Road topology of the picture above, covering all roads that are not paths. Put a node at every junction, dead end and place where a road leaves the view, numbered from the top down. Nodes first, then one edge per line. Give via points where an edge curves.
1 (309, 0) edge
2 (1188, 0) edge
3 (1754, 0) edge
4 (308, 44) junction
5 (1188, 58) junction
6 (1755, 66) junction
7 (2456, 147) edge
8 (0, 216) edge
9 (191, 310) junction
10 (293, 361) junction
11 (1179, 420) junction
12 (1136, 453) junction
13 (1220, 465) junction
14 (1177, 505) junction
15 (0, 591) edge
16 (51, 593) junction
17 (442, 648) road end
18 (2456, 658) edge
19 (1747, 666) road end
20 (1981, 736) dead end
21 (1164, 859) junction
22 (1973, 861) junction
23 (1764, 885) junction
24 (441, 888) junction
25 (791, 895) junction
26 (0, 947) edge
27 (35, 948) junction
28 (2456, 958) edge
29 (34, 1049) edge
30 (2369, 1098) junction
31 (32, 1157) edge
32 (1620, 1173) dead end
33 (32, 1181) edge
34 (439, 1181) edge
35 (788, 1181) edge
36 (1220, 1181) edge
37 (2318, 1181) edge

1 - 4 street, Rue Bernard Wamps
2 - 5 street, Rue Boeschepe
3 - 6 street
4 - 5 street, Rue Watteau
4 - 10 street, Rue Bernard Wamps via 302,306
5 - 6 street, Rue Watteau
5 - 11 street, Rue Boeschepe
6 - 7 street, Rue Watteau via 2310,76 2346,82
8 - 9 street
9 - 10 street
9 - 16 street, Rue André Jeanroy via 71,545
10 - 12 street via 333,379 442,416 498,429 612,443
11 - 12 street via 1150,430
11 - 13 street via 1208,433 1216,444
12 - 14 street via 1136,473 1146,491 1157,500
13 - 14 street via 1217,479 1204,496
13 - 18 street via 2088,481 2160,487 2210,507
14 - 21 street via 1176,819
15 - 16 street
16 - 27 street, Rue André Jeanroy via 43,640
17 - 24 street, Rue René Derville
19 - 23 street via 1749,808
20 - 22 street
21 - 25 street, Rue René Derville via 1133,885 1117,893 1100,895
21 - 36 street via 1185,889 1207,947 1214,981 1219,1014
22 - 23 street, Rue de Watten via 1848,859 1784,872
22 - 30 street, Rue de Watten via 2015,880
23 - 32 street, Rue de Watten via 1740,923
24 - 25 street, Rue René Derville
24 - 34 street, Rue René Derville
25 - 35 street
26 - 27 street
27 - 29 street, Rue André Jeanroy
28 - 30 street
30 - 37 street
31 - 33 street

******************************

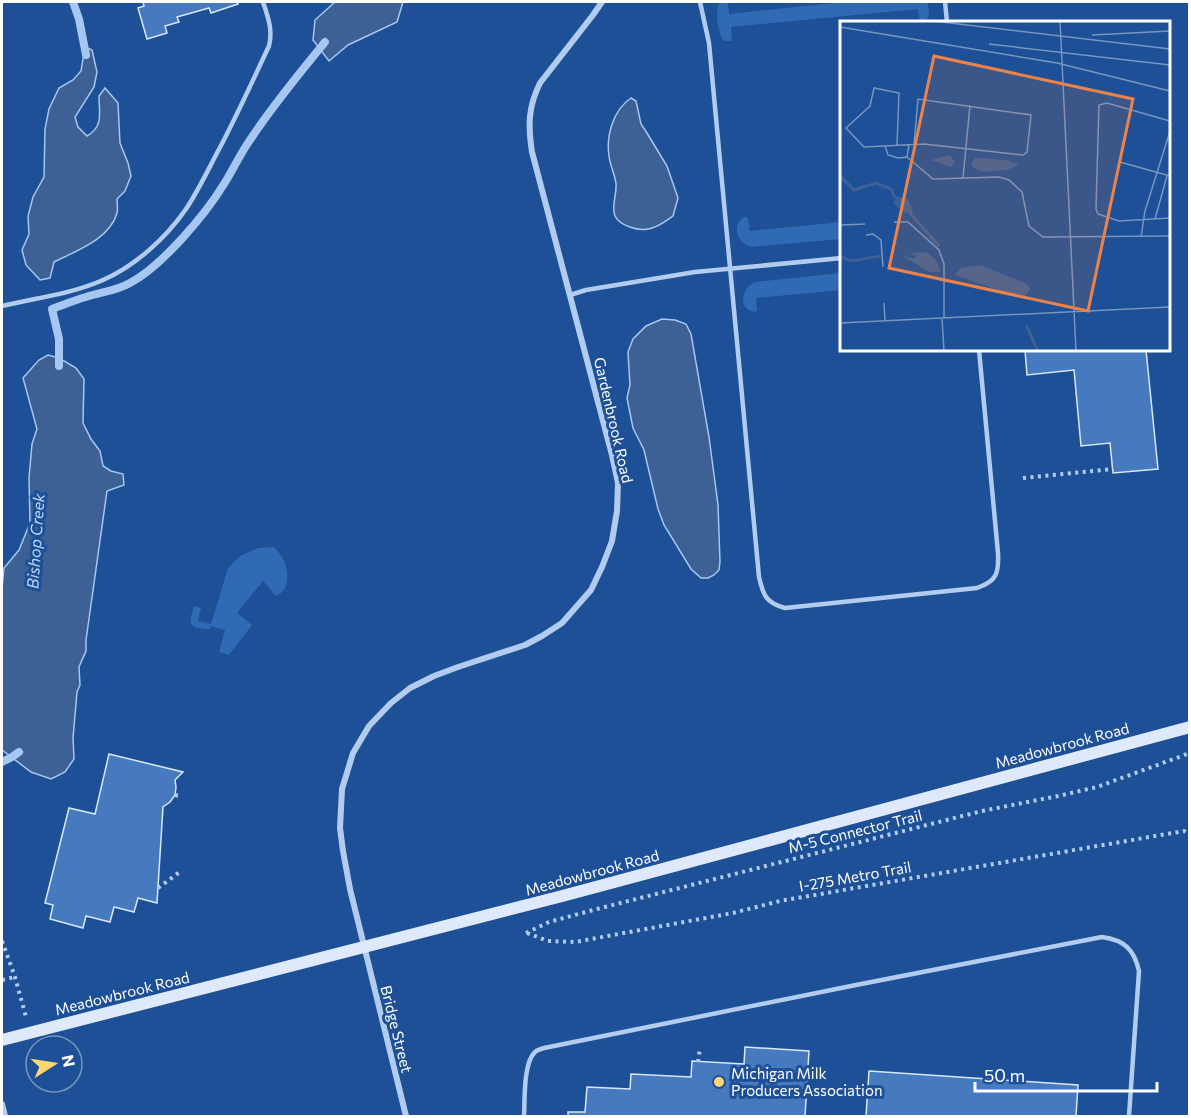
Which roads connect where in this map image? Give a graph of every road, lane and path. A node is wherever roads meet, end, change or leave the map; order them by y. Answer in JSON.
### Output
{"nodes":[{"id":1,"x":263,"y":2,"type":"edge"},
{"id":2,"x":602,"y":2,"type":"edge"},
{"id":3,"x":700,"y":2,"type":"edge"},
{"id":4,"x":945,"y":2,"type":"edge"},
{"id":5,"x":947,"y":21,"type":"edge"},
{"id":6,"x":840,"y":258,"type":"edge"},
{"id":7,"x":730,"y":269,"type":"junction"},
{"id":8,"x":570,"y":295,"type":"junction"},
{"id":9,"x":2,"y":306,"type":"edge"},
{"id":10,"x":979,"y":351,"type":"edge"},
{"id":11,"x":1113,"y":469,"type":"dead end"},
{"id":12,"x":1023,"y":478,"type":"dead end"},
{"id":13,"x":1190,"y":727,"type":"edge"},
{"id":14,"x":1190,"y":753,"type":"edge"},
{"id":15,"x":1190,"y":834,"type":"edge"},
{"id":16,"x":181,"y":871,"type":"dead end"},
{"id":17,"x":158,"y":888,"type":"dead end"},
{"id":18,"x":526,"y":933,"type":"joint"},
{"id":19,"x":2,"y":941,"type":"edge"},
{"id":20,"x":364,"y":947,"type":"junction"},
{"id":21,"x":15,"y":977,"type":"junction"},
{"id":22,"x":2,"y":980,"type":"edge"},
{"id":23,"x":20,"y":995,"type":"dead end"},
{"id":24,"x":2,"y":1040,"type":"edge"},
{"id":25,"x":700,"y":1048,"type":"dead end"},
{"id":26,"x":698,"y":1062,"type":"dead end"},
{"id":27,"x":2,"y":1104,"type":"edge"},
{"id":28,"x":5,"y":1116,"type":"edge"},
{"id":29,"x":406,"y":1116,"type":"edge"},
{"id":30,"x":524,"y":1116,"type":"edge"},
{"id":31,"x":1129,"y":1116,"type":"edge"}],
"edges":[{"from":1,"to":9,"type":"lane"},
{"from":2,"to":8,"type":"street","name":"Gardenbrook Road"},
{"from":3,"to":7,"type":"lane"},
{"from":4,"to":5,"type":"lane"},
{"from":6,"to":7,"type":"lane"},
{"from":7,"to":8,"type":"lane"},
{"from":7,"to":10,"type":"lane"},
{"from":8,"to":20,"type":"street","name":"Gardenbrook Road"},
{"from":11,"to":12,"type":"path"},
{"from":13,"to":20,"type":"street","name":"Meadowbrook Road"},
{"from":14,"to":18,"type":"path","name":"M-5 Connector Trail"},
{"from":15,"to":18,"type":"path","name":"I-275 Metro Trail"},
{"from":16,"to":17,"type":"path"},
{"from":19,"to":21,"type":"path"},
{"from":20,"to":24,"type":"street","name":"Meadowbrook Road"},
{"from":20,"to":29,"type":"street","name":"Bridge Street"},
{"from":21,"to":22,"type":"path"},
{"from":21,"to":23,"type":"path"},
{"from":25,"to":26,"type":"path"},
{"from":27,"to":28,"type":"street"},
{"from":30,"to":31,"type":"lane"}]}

******************************

> **WHAT THE TASK REQUIRES**
Above are some records; copy each line there that contains "Watteau".

> **SOLUTION**
4 - 5 street, Rue Watteau
5 - 6 street, Rue Watteau
6 - 7 street, Rue Watteau via 2310,76 2346,82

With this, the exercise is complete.